If you mess with engines you can get different results. Such as short time constraints best engines can lose. There was some nameless engine that was beating Rybka at bullet back when Rybka was the best. I woudln't want to analyse with the computer bullet champ. Match them in 40/40 games on the same machine and let us know :p
Going over the game with houdini on my end, it must have been forced to move instantly rather than being given one second per move. The output from my end even at one second show black played a horrible game. I can't even get Houdini to play 18...f6 on any of it's output timelines. Meanwhile white actually agrees more with my Houdini than black does, so I suspect there was some unfair time advantage going on.
What hardware did the guy use for Houdini? A watch? Anyway, the game is both pointless and worthless from a "look at houdini lose this game" standpoint.
I don't understand why the two engines weren't given identical time controls. (Technically impossible?) That would have enable a fairer comparison. As it is, I'm not sure the result means anything at all.
Got it. Scoring faster checkmate higher really makes the trick. I could not and still can't see a natural reason to do so. It's winning anyway, the same outcome, same "1-0". But it's a logical way to force an engine to search fastest checkmates, I have to agree.
About the mate in the end. My Houdini spotted a mate in 30 after 4 seconds and then reduced it even more after 10 seconds to 23 I think. Was a basic endgame tho.

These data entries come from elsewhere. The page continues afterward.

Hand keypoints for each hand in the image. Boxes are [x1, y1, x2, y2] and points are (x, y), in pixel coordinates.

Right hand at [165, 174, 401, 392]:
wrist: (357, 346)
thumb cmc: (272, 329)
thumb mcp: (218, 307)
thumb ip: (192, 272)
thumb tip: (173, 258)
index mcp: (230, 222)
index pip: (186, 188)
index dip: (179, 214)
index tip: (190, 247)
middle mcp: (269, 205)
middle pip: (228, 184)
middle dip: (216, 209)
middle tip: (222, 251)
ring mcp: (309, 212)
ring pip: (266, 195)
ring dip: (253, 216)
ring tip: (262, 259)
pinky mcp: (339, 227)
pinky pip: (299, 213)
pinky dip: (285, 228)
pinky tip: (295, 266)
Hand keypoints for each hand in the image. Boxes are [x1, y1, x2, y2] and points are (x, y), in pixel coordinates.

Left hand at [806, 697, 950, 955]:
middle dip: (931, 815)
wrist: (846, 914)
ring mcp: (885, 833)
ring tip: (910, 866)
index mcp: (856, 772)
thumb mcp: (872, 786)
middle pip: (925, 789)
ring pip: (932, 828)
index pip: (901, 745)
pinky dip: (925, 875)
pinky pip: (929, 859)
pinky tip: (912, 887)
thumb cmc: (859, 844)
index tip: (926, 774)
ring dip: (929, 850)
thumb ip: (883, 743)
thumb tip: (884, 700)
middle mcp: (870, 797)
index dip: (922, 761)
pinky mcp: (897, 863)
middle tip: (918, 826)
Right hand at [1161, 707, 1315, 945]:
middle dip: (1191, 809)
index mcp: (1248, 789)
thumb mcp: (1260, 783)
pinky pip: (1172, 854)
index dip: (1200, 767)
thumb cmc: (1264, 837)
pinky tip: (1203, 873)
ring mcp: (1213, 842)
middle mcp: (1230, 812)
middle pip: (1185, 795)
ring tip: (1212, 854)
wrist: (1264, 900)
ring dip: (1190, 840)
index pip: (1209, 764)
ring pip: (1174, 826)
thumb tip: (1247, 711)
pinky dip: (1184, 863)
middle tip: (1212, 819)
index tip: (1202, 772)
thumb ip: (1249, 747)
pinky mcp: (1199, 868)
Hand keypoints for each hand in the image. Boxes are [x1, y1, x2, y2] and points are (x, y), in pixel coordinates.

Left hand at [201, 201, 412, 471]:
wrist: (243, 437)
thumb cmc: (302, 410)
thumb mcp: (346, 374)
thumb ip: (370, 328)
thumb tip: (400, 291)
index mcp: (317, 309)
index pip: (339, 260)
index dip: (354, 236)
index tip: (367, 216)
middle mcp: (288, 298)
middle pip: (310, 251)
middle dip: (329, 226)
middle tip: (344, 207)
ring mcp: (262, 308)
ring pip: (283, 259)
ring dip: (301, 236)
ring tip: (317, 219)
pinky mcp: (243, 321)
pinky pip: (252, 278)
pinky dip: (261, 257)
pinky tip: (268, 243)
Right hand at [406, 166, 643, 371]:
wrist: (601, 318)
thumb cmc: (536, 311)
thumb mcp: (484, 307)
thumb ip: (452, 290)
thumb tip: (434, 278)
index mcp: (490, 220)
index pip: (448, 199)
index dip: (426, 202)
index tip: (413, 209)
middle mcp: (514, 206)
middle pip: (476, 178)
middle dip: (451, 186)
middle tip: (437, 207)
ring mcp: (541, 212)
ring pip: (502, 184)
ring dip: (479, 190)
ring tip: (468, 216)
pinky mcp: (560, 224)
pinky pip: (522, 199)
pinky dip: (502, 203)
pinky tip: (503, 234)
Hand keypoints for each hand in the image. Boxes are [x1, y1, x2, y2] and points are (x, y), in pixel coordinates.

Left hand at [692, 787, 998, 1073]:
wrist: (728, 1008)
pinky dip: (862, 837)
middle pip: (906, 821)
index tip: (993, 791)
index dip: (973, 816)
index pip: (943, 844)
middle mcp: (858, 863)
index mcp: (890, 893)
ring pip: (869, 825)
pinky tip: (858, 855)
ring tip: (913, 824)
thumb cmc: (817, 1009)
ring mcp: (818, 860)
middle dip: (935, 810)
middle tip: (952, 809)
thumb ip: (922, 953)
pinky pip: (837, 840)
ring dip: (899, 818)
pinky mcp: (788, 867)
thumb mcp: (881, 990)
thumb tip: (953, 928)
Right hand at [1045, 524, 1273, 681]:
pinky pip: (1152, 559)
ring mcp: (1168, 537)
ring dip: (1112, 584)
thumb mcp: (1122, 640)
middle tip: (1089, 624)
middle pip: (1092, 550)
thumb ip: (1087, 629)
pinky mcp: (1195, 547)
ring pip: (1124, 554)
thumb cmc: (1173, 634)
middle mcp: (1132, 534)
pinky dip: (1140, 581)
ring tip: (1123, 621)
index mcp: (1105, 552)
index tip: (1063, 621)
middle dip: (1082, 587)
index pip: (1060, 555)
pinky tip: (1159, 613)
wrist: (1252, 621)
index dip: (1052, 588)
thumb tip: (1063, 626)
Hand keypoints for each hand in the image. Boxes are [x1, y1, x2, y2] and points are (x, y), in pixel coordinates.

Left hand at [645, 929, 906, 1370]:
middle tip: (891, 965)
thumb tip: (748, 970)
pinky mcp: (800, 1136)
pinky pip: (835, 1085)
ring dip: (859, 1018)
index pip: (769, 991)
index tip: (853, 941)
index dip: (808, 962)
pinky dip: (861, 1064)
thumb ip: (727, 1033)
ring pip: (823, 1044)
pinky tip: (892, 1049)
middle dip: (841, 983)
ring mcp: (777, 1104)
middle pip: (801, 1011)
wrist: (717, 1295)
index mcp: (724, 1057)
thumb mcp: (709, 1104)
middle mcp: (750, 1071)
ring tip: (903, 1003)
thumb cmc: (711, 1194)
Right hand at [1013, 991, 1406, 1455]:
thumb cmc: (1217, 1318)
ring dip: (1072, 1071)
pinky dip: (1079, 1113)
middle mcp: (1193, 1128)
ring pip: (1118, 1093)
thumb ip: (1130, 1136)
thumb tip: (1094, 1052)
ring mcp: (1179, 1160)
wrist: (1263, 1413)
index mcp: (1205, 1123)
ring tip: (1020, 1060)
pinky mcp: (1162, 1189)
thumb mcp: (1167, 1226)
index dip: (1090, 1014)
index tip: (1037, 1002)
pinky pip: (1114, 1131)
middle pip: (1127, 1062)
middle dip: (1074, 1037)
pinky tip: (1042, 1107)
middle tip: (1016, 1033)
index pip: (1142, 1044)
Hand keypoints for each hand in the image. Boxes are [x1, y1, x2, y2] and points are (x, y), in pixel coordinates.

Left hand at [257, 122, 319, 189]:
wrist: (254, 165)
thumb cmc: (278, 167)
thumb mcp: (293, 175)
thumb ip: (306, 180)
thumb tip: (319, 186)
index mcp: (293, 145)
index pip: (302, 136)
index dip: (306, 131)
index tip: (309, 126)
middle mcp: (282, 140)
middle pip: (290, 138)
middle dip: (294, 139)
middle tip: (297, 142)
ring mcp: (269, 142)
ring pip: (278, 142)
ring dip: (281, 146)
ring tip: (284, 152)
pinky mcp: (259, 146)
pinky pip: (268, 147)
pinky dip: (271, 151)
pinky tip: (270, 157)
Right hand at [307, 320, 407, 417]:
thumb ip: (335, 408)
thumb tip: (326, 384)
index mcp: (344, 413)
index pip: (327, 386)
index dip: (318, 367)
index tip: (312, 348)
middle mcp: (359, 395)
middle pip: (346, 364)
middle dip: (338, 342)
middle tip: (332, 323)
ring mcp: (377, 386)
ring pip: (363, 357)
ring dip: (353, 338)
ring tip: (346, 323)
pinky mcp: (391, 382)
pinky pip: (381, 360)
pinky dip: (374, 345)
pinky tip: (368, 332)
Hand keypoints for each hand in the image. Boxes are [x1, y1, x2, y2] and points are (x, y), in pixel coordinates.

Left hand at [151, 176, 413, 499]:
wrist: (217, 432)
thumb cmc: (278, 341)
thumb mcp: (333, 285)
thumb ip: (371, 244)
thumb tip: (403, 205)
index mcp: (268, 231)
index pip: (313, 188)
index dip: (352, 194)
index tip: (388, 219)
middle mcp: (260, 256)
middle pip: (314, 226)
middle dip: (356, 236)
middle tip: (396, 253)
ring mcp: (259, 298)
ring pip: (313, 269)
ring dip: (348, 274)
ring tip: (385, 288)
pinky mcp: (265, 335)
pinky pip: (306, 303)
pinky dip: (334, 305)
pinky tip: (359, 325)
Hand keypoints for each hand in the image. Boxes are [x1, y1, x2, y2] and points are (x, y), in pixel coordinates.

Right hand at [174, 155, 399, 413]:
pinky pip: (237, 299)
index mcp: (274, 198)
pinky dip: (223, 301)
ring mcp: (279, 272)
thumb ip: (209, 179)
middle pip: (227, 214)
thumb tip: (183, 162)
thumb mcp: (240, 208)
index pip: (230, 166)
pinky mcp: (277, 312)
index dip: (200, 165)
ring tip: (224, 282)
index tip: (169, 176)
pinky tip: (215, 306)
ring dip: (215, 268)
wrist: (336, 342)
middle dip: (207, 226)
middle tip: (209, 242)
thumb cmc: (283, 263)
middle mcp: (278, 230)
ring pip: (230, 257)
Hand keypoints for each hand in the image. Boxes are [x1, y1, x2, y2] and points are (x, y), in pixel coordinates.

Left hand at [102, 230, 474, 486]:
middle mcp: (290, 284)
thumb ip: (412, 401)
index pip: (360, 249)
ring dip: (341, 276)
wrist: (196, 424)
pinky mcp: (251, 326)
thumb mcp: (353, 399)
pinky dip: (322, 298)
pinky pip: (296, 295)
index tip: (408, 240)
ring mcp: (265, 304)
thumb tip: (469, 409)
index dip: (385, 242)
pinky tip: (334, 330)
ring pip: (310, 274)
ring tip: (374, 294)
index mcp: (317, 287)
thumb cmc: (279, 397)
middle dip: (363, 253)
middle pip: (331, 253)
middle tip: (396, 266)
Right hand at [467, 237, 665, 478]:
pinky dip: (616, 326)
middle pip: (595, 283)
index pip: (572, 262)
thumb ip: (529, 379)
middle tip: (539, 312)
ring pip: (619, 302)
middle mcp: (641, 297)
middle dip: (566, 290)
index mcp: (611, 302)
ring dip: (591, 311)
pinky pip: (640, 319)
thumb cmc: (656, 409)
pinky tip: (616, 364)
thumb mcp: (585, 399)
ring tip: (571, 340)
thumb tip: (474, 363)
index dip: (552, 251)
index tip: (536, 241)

So basically everyone's agreeing that Houdini was not playing at it's top strength for whatever reason and that it simply lost because it was a derp?
I'm pretty sure that's the case yes.
The PC and CPU running any chess engine also matters, a lot. The latest and greatest engines require the latest and greatest PCs and CPUs to attain maximum performance (ie ELO ratings of +3000) You could run the same version of Houdini or any other strong engine on 2 different PCs, and if one is a brand-new state of the art PC and the other is a real antique, ie over 3 yrs old you would undoubtedly notice much better performance on the brand-new PC.
AND how the engine is configured matters too, as in how much CPU time and RAM it's alloted, how much time it's given to compute each move or the entire game, how deep it's ply search is set for etc etc.
But basically for 99% of the members here including me this is all nonsense the vast majority of chess players DO NOT have any need whatsoever for an engine rated +3000 that runs in a 64-bit OS using multi-processors and blah blah blah blah - most of us can get by quite nicely with Fritz 11 not Fritz 13, or better yet with the free versions of Houdini, Stockfish, Firebird running in free chess programs such as Arena and Winboard.
Yeah there's no need for the ultimate engine. I'm fine with my engine as long as I can not even make a draw against it.